Savings & Navigating The Financial Unknown
Do you have a savings practice?
We're collectively navigating a lot of unknown in the world, especially with what's happening with the Coronavirus, stock market, and upcoming election.
What I've learned is that in times of unknown, it's even more important to be conscious with resources. One of the best ways to be conscious is to have an intentional spending plan and allocate as much as possible to savings.
Savings provide you with an experience of financial security and inner peace, as well as a sense that you're setting up your financial future according to what’s most important to you.
When you know you're allocating your resources in a way that takes into account your present life and the long-term future, you can experience the confidence and wisdom that come from taking care of your future self.
While contemplating your savings practice, it’s important to understand this:
Just as there are cycles of seasons in nature, there are cycles with money.
The more you can expect both sides of the spectrum, and see them ultimately as natural as the seasons changing, the more you'll experience equanimity and financial peace.

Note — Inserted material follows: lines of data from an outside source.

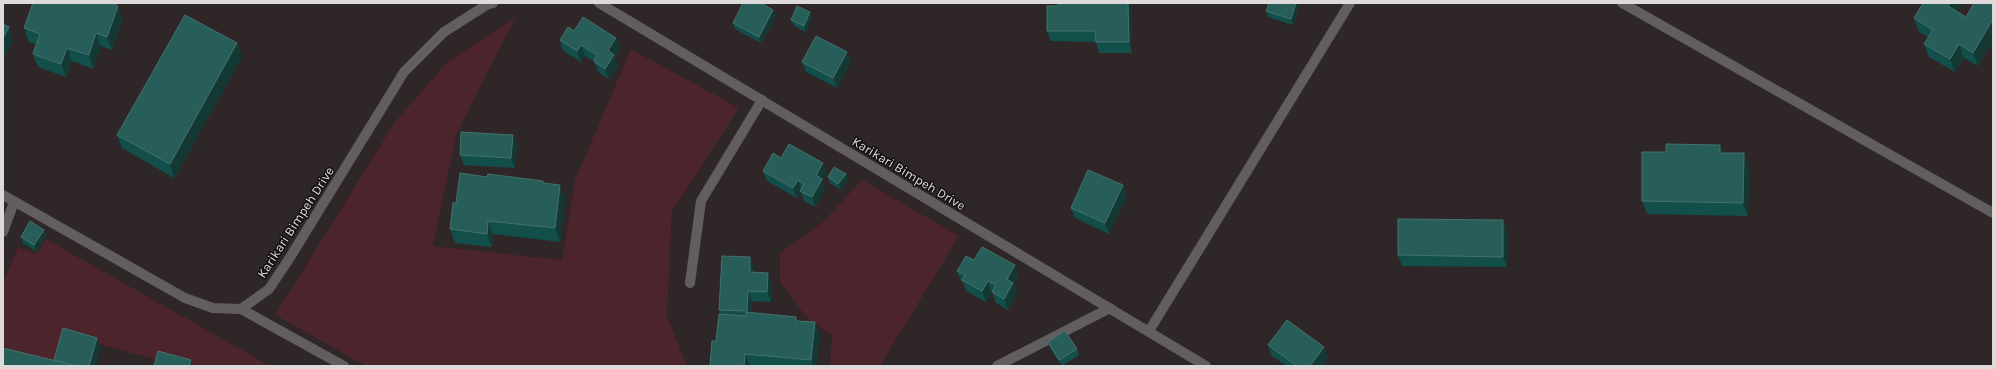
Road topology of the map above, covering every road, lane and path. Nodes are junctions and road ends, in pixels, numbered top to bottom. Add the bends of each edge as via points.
1 (493, 3) edge
2 (599, 3) edge
3 (1350, 3) edge
4 (1622, 3) edge
5 (762, 100) junction
6 (3, 195) edge
7 (14, 202) junction
8 (1993, 212) edge
9 (3, 232) edge
10 (690, 283) dead end
11 (1110, 308) junction
12 (241, 310) junction
13 (1149, 331) junction
14 (344, 366) edge
15 (997, 366) edge
16 (1206, 366) edge

1 - 12 street, Karikari Bimpeh Drive via 444,32 404,72 269,289
2 - 5 street, Karikari Bimpeh Drive
3 - 13 street
4 - 8 street
5 - 10 street via 701,201
5 - 11 street, Karikari Bimpeh Drive
6 - 7 street
7 - 9 street
7 - 12 street via 185,298 213,308
11 - 13 street, Karikari Bimpeh Drive
11 - 15 street
12 - 14 street
13 - 16 street, Karikari Bimpeh Drive

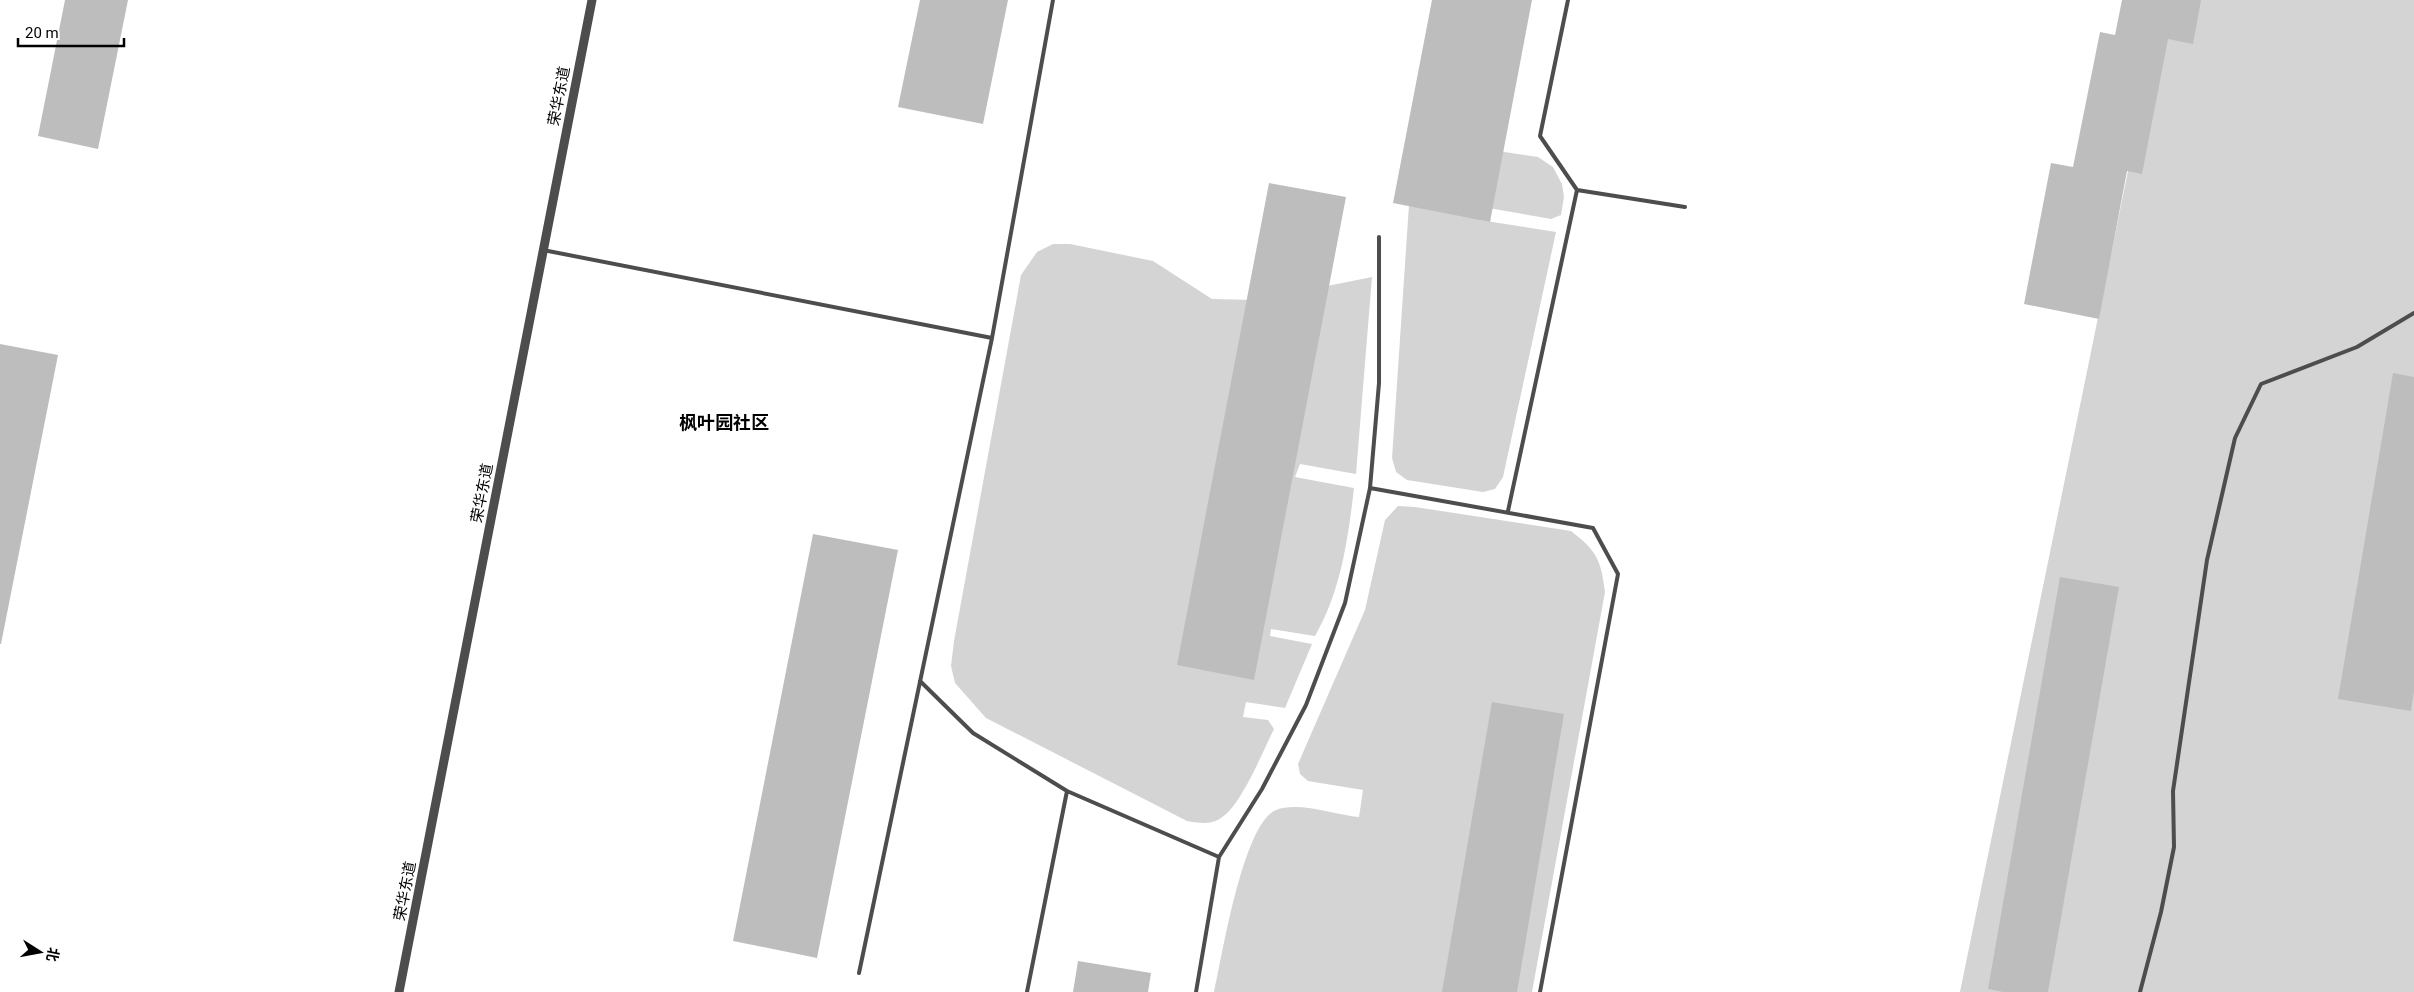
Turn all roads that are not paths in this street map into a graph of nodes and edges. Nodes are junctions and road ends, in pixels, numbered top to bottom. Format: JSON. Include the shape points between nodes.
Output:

Your savings practice will provide a reserve, so you don’t need to experience stress, anxiety, or fear — or take on debt, strain your relationship, or face financial losses when lean times appear.
Here are 7 tips to help you be a savvy saver in all the money cycles in your life:
1. Set a financial intention.
In order to effectively build up your savings, you need to know what you're saving for — and what your deeper why behind it is.
Do you want to reduce financial stress and insecurity? Do you want to travel more, buy a house, or start a family? Do you want to plan for the unexpected?
If your intention is to avoid the stress that comes with an unexpected life event or medical bill, you'll feel amazing knowing that every month, you're allocating funds into a periodic savings account. You can relax and know the money will be available when these instances occur.
What's your intention? What positive inner experience do you want to have as a result of building savings?
2. Have a specific financial goal & measure your progress.
While intentions are based on the feeling or experience you want to have, goals are specific and can be measured in terms of amount and time.
For example, I'm going to build a prudent reserve and have 3-6 months of basic living expenses covered.
Getting clear about your goals will help to hold you accountable, and measure your progress along the way.
Looking at your numbers each month tells you how closely you’ve stuck to what you want, and reveals where you may need to make some adjustments.
What are your financial goals?
3. Break up your savings into different buckets.
I recommend allocating your money to separate savings account, according to each category of expenses, such as planning for the unexpected, home improvement, travel, Golden Goose investments...).
This will give you a lot of financial clarity, and help you track how in line you are with your financial goals.
If you only have one general savings account, you can get nervous or confused drawing from it, and unclear about how it will impact your larger financial picture.
4. Name your savings accounts in your banking and tracking systems.
People who give their savings accounts inspiring names are 20x more successful than those who don’t!
Name your categories according to your priorities.
For example, a generic bland savings account becomes much more motivating when it's called "Back-Up Fund," "Long-Term Stability," or "Peace of Mind Fund."
When you see the names, you automatically associate your savings practices with the vision you have for your resources and financial life — and you're much more likely to do what it takes to stay consistent with the vision.
5. Determine what monthly amount will be successful and sustainable for you.
Make sure you know exactly what fits into your current budget. Don’t force yourself to give up everything in your discretionary spending, which can lead you to a feeling of deprivation and sabotage your success.
Likewise, try to remember the reason you want to save money, and find places where you feel inspired to allocate your spending in an expansive and intentional way.
6. Put monthly deposits on auto-pilot.
Once you’ve chosen the appropriate amount to save each month in each category, put the transfer on autopilot.
You can do this through your bank, or through an online system like www.smartypig.com.
Then, you can relax and enjoy the fact that you're planning for a prosperous and thriving financial future each month.
7. Start with a periodic cycles of life savings account.
Don't know where to start?
I recommend building your periodic savings account first. Your periodic savings account covers medical and dental bills, any lumped annual payments (such as auto insurance or registration), home and auto repairs, and any unexpected expenses.
You can be sure that these expenses will come up, and if you have built this type of cushion into your financial strategy. you'll feel financially empowered — which will fuel continued success with your savings practice.
These are my top #7 tips to build a prosperous savings practice! I hope this serves you.